- Listed records:
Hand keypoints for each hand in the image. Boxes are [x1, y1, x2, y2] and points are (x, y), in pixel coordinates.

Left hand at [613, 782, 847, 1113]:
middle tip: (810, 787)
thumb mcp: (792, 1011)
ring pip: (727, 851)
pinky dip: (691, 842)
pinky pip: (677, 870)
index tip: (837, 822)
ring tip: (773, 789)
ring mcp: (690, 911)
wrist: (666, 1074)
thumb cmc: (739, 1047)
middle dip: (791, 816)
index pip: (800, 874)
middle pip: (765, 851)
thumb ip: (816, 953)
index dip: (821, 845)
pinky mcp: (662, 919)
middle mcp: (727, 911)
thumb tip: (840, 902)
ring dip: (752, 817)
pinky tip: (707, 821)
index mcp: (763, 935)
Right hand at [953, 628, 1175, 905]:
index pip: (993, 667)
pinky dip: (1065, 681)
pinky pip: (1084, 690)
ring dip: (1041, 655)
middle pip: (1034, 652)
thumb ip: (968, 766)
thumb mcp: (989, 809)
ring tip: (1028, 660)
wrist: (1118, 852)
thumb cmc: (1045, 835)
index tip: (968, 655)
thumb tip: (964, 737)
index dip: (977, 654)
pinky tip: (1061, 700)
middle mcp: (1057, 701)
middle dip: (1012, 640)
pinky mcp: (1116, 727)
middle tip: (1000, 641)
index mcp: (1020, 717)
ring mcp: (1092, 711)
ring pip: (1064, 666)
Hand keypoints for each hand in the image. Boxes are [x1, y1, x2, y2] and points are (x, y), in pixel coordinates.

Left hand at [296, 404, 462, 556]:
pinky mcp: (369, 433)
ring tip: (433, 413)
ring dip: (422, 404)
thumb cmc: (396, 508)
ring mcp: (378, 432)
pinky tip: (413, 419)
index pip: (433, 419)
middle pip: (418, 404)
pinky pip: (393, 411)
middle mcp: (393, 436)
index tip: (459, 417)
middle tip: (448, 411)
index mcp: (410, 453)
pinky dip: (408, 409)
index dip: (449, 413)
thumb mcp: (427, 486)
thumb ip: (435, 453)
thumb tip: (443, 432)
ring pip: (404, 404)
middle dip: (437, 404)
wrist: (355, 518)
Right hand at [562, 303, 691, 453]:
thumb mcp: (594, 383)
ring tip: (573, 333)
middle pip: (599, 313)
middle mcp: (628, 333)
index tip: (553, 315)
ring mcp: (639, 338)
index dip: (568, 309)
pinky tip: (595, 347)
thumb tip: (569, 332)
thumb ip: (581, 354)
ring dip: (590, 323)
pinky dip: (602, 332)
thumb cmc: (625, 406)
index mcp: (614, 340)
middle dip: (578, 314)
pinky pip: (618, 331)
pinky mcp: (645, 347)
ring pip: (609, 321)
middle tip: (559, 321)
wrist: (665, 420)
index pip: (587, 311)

- How to complete this task:
Which lines above run from the one containing "ring dip: (752, 817)" down to the one containing "ring pip: (1064, 666)"? Repeat exactly those, both ends included, and nothing else.

- Exercise result:
ring dip: (752, 817)
pinky tip: (707, 821)
index mcp: (763, 935)
Right hand at [953, 628, 1175, 905]:
index pip: (993, 667)
pinky dip: (1065, 681)
pinky pip: (1084, 690)
ring dip: (1041, 655)
middle pip: (1034, 652)
thumb ip: (968, 766)
thumb mcp: (989, 809)
ring tip: (1028, 660)
wrist: (1118, 852)
thumb cmc: (1045, 835)
index tip: (968, 655)
thumb tip: (964, 737)
index dip: (977, 654)
pinky tip: (1061, 700)
middle mcp: (1057, 701)
middle dip: (1012, 640)
pinky mcp: (1116, 727)
middle tip: (1000, 641)
index mcp: (1020, 717)
ring mcp: (1092, 711)
ring pip: (1064, 666)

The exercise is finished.